• _Directions_
If a line in the data has the string "Campelo", please show it.

• _Records shown_
━━━━
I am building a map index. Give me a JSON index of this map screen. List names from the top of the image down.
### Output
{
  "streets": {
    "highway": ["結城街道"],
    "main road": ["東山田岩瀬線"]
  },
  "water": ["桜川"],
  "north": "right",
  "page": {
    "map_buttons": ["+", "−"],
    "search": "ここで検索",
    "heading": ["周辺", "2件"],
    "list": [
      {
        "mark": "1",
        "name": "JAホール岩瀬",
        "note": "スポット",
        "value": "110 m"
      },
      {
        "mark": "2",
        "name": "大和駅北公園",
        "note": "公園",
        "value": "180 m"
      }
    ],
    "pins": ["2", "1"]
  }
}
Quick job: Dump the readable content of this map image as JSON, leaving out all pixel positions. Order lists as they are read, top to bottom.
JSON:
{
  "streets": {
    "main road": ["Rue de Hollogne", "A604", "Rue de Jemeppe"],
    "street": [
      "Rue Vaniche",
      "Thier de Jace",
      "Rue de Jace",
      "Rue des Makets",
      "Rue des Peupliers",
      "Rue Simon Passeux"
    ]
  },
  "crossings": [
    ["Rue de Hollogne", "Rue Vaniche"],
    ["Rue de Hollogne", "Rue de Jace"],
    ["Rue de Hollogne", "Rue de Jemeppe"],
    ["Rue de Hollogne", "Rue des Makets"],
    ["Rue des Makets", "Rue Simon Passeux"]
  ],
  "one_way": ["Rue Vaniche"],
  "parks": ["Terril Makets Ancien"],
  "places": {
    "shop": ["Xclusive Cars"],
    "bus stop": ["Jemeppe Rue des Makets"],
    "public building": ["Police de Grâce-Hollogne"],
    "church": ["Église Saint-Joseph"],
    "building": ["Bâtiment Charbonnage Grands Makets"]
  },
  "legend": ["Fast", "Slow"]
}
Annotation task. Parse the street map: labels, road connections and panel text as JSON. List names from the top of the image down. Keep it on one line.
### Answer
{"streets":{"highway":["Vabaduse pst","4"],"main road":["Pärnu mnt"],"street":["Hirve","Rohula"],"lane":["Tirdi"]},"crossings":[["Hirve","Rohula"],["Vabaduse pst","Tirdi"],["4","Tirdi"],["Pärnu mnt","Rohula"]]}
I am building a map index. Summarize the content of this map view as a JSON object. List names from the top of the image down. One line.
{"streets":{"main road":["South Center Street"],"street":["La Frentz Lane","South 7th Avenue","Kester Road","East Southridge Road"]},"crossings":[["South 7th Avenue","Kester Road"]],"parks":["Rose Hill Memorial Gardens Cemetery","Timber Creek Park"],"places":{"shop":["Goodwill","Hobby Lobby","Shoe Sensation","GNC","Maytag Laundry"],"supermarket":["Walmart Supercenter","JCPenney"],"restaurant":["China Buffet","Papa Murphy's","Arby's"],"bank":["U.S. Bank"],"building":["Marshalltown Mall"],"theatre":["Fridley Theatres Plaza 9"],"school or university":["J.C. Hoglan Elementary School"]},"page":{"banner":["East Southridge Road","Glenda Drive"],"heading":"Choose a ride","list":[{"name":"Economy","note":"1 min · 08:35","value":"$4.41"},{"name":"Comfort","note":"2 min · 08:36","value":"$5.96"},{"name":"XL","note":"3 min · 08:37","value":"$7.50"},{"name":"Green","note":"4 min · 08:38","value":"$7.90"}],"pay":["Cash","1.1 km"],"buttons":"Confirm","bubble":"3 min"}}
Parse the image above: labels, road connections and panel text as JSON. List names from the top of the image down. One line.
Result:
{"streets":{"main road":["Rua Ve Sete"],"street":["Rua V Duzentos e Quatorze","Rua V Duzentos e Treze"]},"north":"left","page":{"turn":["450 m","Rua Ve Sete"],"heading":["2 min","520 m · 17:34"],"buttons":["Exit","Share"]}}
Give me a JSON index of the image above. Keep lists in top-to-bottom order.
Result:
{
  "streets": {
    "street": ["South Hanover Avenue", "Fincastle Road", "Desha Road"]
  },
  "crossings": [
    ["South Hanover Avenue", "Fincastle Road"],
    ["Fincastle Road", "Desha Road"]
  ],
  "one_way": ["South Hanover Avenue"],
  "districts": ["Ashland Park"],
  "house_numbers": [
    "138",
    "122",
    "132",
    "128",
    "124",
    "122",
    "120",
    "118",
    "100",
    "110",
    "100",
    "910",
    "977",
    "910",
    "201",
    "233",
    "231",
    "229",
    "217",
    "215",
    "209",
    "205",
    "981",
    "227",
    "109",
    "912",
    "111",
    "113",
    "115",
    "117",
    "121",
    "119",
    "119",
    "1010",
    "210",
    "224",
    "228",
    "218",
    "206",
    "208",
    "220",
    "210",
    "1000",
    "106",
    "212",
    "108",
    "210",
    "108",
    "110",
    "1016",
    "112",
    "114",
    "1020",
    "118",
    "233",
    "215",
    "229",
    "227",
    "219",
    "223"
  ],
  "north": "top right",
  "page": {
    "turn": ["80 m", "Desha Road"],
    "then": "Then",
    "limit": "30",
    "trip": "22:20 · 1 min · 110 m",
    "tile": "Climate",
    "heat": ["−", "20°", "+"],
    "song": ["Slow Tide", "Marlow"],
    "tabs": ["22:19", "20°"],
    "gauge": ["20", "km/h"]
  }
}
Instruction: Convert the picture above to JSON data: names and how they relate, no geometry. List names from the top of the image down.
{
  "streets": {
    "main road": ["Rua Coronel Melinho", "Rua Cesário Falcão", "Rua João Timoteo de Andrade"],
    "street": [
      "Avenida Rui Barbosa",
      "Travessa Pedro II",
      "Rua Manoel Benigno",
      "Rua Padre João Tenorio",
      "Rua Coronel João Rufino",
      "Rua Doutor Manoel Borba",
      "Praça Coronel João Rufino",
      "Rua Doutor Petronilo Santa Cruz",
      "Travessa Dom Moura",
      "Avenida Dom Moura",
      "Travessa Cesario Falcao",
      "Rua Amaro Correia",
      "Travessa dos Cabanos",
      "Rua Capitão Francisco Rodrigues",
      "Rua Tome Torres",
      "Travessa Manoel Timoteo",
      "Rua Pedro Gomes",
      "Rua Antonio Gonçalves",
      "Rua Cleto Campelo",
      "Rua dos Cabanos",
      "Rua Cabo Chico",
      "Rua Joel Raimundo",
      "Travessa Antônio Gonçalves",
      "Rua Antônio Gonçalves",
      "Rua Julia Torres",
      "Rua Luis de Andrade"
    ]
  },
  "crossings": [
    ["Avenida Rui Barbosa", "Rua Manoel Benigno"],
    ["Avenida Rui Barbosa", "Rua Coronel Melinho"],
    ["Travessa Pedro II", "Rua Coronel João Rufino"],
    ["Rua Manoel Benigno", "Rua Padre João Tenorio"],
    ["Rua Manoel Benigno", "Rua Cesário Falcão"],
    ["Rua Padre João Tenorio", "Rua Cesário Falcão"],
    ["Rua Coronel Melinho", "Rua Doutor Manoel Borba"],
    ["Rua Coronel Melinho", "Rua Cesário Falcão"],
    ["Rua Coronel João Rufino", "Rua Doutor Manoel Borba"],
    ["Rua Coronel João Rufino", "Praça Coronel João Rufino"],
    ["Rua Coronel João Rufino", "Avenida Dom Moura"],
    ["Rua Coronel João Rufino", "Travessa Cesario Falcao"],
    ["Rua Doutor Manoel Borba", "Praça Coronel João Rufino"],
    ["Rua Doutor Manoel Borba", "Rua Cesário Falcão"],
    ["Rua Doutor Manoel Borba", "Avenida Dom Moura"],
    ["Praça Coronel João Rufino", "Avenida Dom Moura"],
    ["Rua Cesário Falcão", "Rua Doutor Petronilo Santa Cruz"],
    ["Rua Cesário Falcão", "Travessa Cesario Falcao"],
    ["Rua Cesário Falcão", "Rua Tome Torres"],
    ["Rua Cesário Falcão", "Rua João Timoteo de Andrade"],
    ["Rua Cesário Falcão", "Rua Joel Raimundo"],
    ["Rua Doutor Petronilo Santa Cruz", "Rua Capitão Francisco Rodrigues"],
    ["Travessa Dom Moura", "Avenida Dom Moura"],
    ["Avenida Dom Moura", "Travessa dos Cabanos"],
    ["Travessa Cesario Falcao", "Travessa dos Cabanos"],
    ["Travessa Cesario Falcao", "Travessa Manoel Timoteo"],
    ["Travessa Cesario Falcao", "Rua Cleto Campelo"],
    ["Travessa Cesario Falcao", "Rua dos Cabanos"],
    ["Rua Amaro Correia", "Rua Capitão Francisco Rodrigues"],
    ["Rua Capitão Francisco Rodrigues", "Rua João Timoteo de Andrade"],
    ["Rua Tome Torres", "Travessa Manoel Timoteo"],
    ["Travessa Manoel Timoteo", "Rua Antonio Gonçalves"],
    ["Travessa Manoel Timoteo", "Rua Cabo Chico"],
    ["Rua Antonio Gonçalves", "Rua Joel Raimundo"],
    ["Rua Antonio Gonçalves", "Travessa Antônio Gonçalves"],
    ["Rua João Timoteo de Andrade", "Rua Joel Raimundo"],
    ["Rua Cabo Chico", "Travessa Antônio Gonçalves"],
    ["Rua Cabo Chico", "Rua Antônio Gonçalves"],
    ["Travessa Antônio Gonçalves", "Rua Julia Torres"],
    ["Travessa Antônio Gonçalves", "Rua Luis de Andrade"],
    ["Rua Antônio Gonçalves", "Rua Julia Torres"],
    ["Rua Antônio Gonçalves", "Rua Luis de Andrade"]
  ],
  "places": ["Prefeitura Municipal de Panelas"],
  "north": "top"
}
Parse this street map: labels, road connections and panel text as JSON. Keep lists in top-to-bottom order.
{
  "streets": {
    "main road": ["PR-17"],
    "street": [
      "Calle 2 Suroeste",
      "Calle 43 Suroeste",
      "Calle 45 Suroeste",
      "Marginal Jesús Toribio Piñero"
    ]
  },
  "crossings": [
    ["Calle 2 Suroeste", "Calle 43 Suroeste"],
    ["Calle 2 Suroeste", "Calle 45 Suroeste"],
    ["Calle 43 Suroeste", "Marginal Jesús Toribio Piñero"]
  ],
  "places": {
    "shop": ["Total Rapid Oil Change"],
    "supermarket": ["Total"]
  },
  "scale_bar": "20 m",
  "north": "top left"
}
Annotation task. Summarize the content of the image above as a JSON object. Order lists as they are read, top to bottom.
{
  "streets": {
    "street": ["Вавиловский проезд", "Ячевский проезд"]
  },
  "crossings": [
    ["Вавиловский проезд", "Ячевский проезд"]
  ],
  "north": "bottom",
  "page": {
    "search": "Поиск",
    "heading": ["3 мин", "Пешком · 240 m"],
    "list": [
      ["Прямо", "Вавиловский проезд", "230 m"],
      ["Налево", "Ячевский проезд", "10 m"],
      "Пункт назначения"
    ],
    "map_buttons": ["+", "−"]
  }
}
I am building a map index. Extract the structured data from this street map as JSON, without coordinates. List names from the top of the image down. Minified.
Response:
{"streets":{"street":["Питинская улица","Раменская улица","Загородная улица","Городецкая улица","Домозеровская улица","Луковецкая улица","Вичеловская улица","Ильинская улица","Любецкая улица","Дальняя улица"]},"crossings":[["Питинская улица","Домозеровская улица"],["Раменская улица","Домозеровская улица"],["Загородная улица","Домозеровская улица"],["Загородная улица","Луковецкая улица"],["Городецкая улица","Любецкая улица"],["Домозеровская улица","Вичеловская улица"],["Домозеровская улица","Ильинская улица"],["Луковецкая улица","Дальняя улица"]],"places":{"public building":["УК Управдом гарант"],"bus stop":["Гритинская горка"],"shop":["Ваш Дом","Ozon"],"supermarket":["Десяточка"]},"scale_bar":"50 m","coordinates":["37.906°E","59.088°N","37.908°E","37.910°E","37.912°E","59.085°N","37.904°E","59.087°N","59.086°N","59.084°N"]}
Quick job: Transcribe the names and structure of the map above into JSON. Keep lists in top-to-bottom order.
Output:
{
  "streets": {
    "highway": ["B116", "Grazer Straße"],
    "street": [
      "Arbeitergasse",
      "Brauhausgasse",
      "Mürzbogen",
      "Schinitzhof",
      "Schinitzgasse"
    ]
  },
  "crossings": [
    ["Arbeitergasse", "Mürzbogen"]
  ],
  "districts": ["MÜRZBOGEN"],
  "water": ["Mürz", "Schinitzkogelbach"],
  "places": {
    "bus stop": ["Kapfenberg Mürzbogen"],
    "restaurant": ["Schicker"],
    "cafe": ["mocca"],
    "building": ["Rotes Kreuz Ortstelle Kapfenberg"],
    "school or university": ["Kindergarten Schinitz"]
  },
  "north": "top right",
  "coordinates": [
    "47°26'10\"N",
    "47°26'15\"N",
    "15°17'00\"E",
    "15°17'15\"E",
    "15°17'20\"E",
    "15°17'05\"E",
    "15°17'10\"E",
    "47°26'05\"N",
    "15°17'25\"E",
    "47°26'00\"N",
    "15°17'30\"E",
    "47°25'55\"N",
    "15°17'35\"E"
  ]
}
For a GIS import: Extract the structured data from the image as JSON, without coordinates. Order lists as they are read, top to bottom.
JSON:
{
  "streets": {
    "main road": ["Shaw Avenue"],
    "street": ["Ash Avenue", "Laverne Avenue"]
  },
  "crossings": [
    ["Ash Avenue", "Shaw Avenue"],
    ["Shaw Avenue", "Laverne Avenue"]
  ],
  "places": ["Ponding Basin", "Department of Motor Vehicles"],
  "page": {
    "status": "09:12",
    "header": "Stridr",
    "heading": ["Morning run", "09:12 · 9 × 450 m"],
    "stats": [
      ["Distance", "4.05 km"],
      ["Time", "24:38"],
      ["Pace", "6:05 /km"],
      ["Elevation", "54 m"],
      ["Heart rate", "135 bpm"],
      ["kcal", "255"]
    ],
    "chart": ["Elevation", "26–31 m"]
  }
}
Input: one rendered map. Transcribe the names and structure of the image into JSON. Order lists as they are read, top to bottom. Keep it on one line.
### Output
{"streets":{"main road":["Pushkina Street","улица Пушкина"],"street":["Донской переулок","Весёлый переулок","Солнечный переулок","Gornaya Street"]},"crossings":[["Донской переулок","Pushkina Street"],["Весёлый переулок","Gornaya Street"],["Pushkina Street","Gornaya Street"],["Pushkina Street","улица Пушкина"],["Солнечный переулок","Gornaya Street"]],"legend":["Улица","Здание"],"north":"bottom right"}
━━━━
• _Answer to this task_
      "Rua Cleto Campelo",
    ["Travessa Cesario Falcao", "Rua Cleto Campelo"],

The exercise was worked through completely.